キオクシア 横浜テクノロジーキャンパス Flagship棟(中編)
移転業務もCMが支援
C工事と移転業務、 運用開始までのご支援は、大きなチャレンジになりました
施設本体のPM/CMに加え、C工事のマネジメントや移転の支援も追加発注されたということでした。
- 岸上
- 特にC工事の部分では、家具什器や設備の配置などと本体建築の設計施工とで、かなり細かな調整が必要でした。
- 小林
- C工事については、山下PMCにメーカーの選定からご参画いただきました。そのため第三者目線で吟味された選定ができまし た。また、そこから計画・実行まで業務を遂行していただきました。

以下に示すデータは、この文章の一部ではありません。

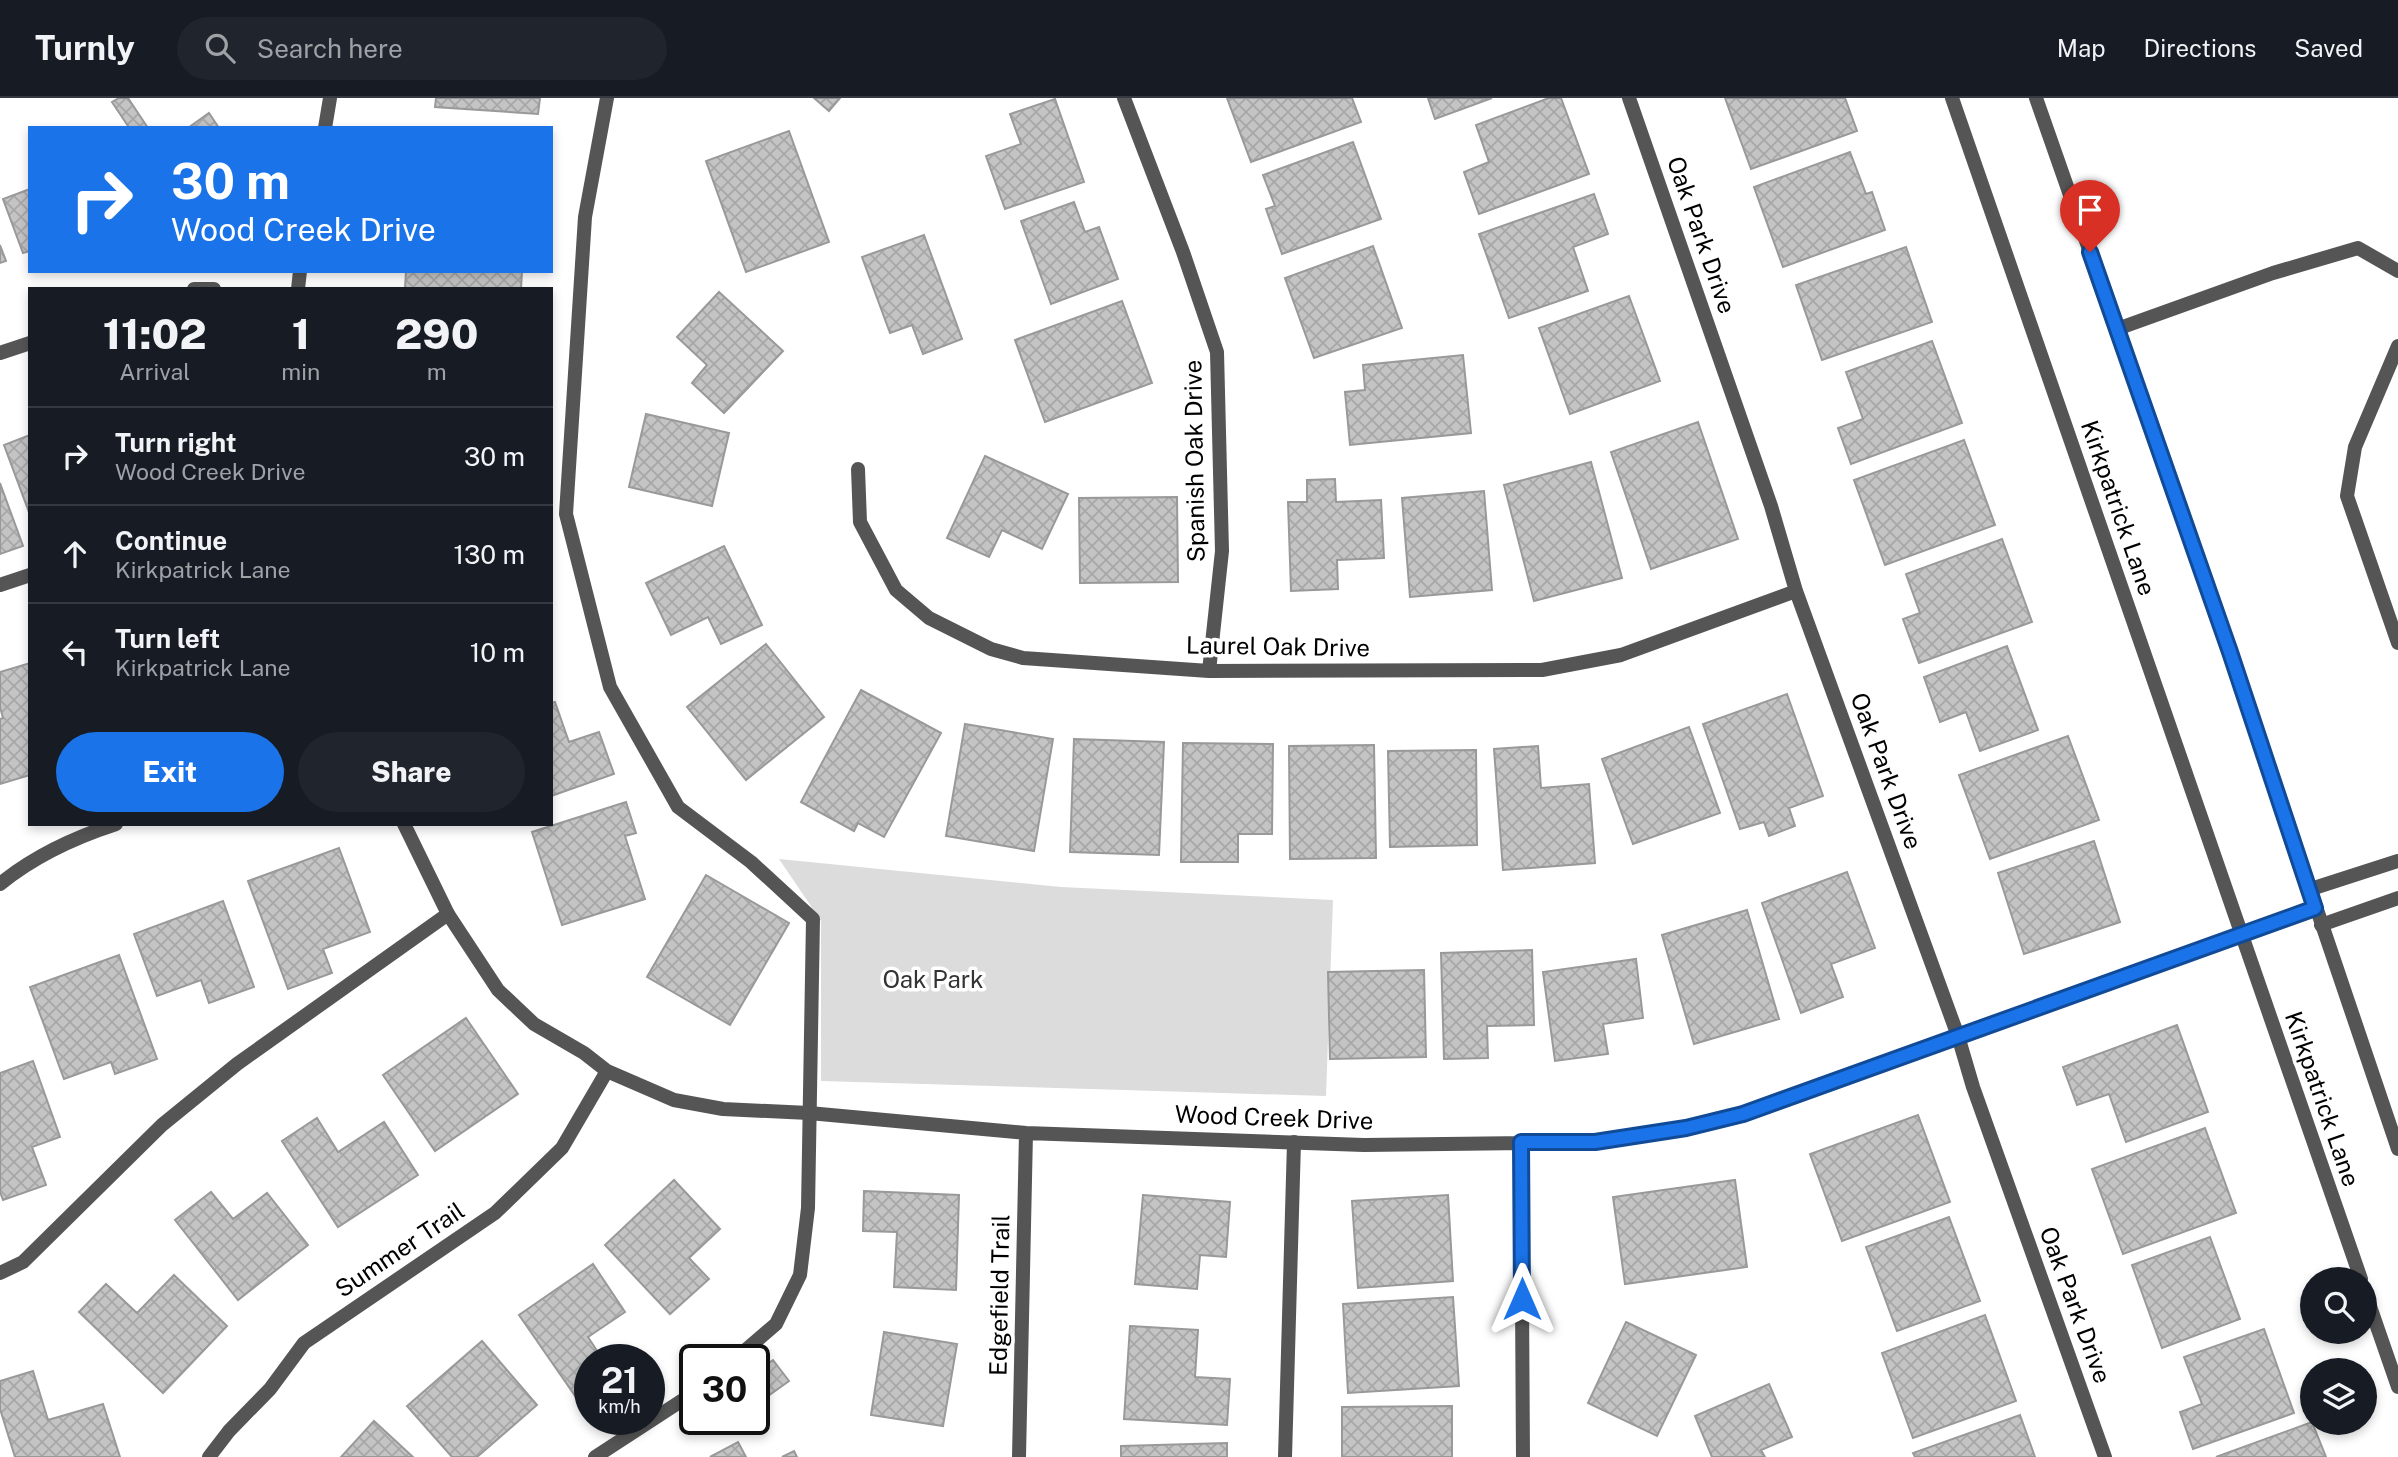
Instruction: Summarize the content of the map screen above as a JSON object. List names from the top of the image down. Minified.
{"streets":{"street":["Oak Park Drive","Spanish Oak Drive","Kirkpatrick Lane","Laurel Oak Drive","Wood Creek Drive","Summer Trail","Edgefield Trail"]},"crossings":[["Oak Park Drive","Laurel Oak Drive"],["Oak Park Drive","Wood Creek Drive"],["Spanish Oak Drive","Laurel Oak Drive"],["Kirkpatrick Lane","Wood Creek Drive"],["Wood Creek Drive","Summer Trail"],["Wood Creek Drive","Edgefield Trail"]],"parks":["Oak Park"],"page":{"header":"Turnly","search":"Search here","nav":["Map","Directions","Saved"],"turn":["30 m","Wood Creek Drive"],"eta":["11:02","Arrival","1","min","290","m"],"list":[{"name":"Turn right","note":"Wood Creek Drive","value":"30 m"},{"name":"Continue","note":"Kirkpatrick Lane","value":"130 m"},{"name":"Turn left","note":"Kirkpatrick Lane","value":"10 m"}],"buttons":["Exit","Share"],"speed":"21 km/h","limit":"30"}}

さらに追加で移転業務も依頼した時、岩下さんが「私自身はその領域はあまり経験がないのです」とおっしゃったのを覚えています。山下PMCの業務品質を信頼していましたので、移転項目の洗い出しから一緒に作り込み、業者選定、移転の運用、C工事との段取りを 含め具体化を進めました。非常に助かりました。 - 岩下
- 本当に大きなチャレンジでした。建物の工事のご支援を進行する中で、追加でC工事のご支援もお願いしたいとお声掛けを頂けたのは、ありがたいことでした。
- 岸上
- 2023年5月の連休から竣工後のC工事が始まって、6月末には移転を完了させるという計画でした。2カ月間しかない厳しいスケジュールをやりくりしていただいたことになります。
- 岩下
- C工事の中には、A工事の期間中に着手できるものもありましたので、建設会社さんと調整して前倒しで入れてもらったものもありました。
- 小林
- スケジュールを間に合わせるために、A工事の途中からC工事を入れ込む案は、岩下さんからご提案いただいたものです。ゼネコンさんとの調整は、非常に骨が折れたのではないでしょうか。
- 岸上
- 最終的に関係会社は30社を超えるほどになりました。それからさらにロジスティクスの会社との調整に入っていただくことにな りました。
- 岩下
- 移転計画については、大手ロジスティクスの知恵をお借りしながら計画を立てました。しかし、いざ移転が始まると、ロジスティクス側には工事の状況が分からないので、やはり私たちが中心になって工事と移転ロジスティクスを調整するという形になりました。
- 岸上
- 今日、振り返ってみてもタイトなスケジュールでした。
- 岩下
- 今回は、やってみて初めて分かったことが多かったと思います。また、建物の完成から運用開始までのつなぎの期間も携わることができ、貴重な経験を積むことができたことを感謝しております。
技術者らしい細部へのこだわりにも対応
最先端の技術研究所ならではの難しさや面白さがあったのではないですか?
- 岩下
- 当プロジェクトの肝ともいえる評価室の性能については、勉強になりました。たとえば床の導電性能のチェック。何度も床に電気を流して実測されました。「これでいいだろう」という判断はなくて、すべて実測して、それぞれのメリットとデメリットと並べた上で判断される。非常にロジカルで緻密な印象を受けました。
- 池田
- Flagship棟に入居される技術者の方から、ご意見とご提案を頂きながら工事を進めていきました。現場ではどうしても建築の専門的な言葉が飛び交いますから、技術者の方と工事の設計・施工者の間に入って、時に通訳的な役割も求められました。
- 岩下
- やはり技術者らしいこだわりというか、細部まで徹底する要求というのはありました。
- 池田
- 精密な電気製品を扱っているので、温度、湿度を一定に保たなければならない。これは、なかなか大変なことでした。建屋だけでなく構内全体のインフラを考え、必要に応じてインフラ関係の分科会を開くなど、臨機応変に進めていく工夫も必要でした。
- 小林
- 我々の要求と工事施工側からの要求を、池田さんたちがうまく翻訳してくれました。また、その過程で、我々の要求を満たすた めには今どんな調整が必要か、ということを、明確に示していただいたこともよかったと思います。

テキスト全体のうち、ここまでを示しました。